*** Opening DATA FOR PROCESSING ***

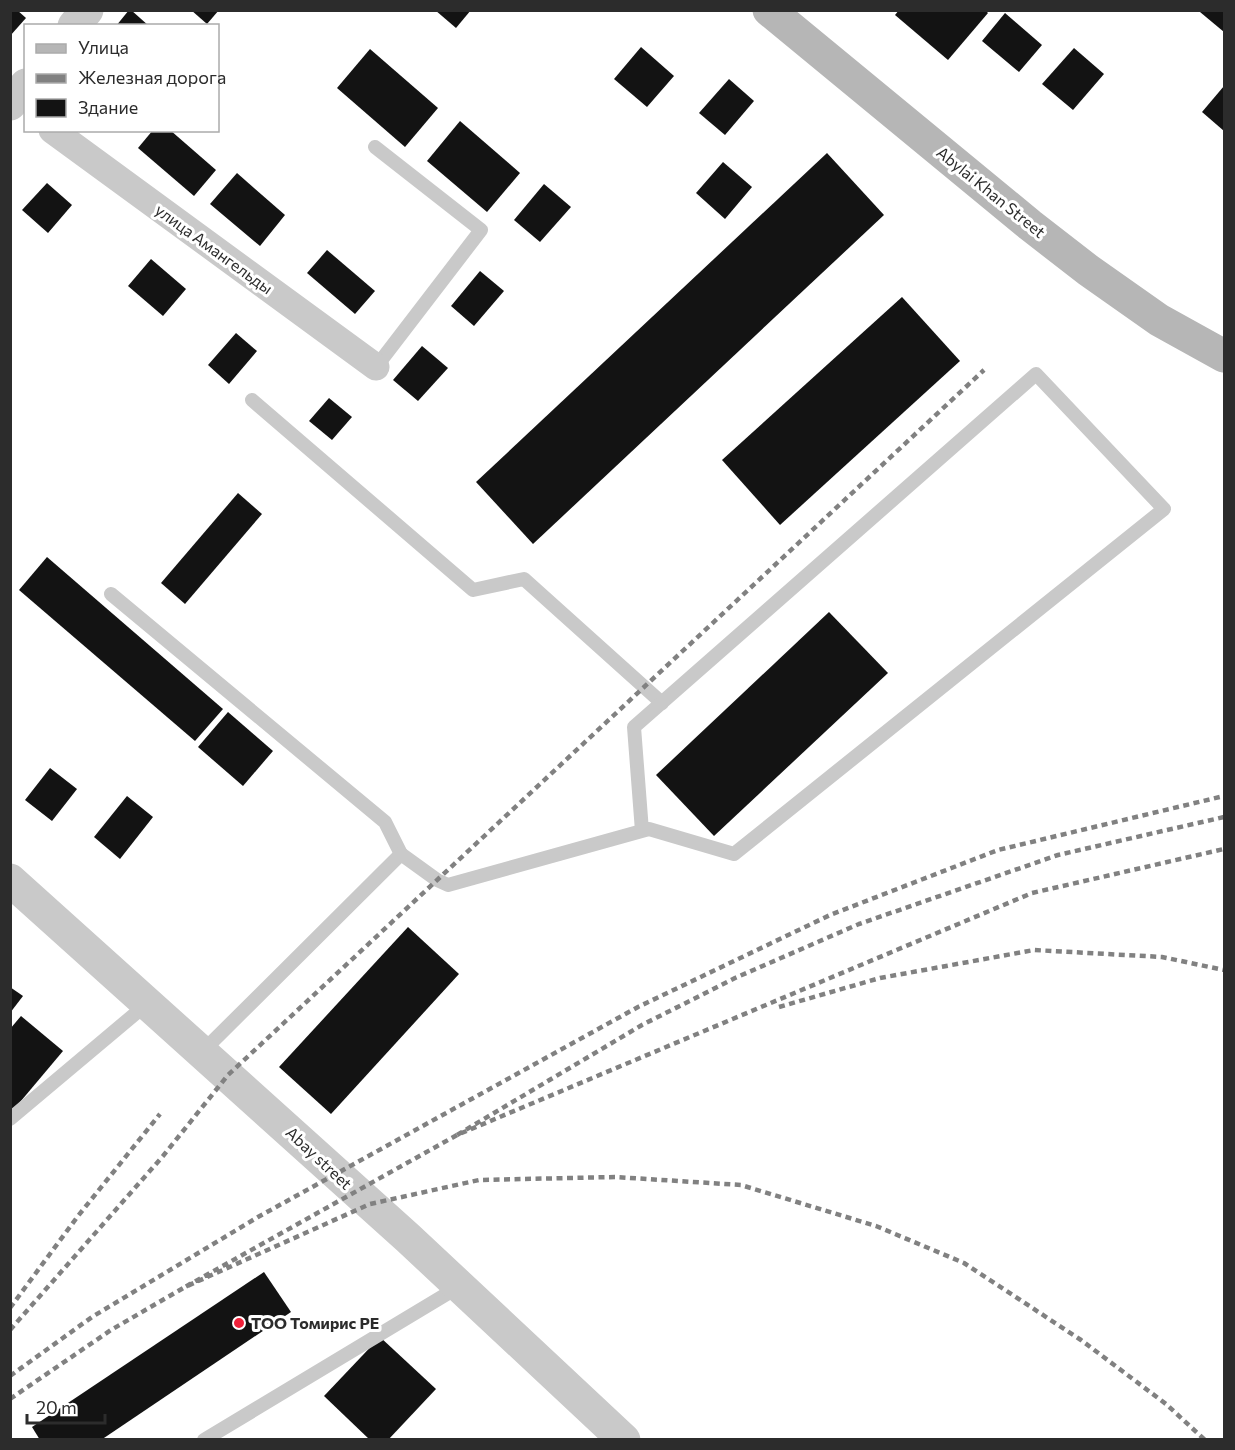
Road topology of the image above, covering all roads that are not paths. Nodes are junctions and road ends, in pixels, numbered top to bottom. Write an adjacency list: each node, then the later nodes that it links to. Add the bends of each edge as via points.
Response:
1 (87, 10): 3 (street)
2 (770, 10): 6 (main road, Abylai Khan Street, via 1088,270 1159,320)
3 (76, 24)
4 (55, 132): 7 (street, улица Амангельды)
5 (375, 147): 7 (lane, via 481,230)
6 (1224, 356)
7 (376, 367)
8 (252, 400): 10 (lane, via 473,590 524,579)
9 (111, 594): 12 (lane, via 385,822)
10 (662, 703): 11 (lane, via 634,728); 11 (lane, via 1036,374 1164,508 734,854 649,829)
11 (642, 831): 12 (lane, via 447,885)
12 (401, 854): 15 (lane)
13 (10, 880): 14 (street, Abay street)
14 (148, 1003): 15 (street, Abay street); 16 (lane)
15 (202, 1052): 17 (street, Abay street)
16 (10, 1119)
17 (460, 1286): 18 (lane); 19 (street, Abay street)
18 (204, 1440)
19 (624, 1440)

*** Closing DATA FOR PROCESSING ***

__PROBLEM__. Could you retype all the entries above exactly, without the pictures?

__EXERCISE ANSWER__.
Road topology of the image above, covering all roads that are not paths. Nodes are junctions and road ends, in pixels, numbered top to bottom. Write an adjacency list: each node, then the later nodes that it links to. Add the bends of each edge as via points.
Response:
1 (87, 10): 3 (street)
2 (770, 10): 6 (main road, Abylai Khan Street, via 1088,270 1159,320)
3 (76, 24)
4 (55, 132): 7 (street, улица Амангельды)
5 (375, 147): 7 (lane, via 481,230)
6 (1224, 356)
7 (376, 367)
8 (252, 400): 10 (lane, via 473,590 524,579)
9 (111, 594): 12 (lane, via 385,822)
10 (662, 703): 11 (lane, via 634,728); 11 (lane, via 1036,374 1164,508 734,854 649,829)
11 (642, 831): 12 (lane, via 447,885)
12 (401, 854): 15 (lane)
13 (10, 880): 14 (street, Abay street)
14 (148, 1003): 15 (street, Abay street); 16 (lane)
15 (202, 1052): 17 (street, Abay street)
16 (10, 1119)
17 (460, 1286): 18 (lane); 19 (street, Abay street)
18 (204, 1440)
19 (624, 1440)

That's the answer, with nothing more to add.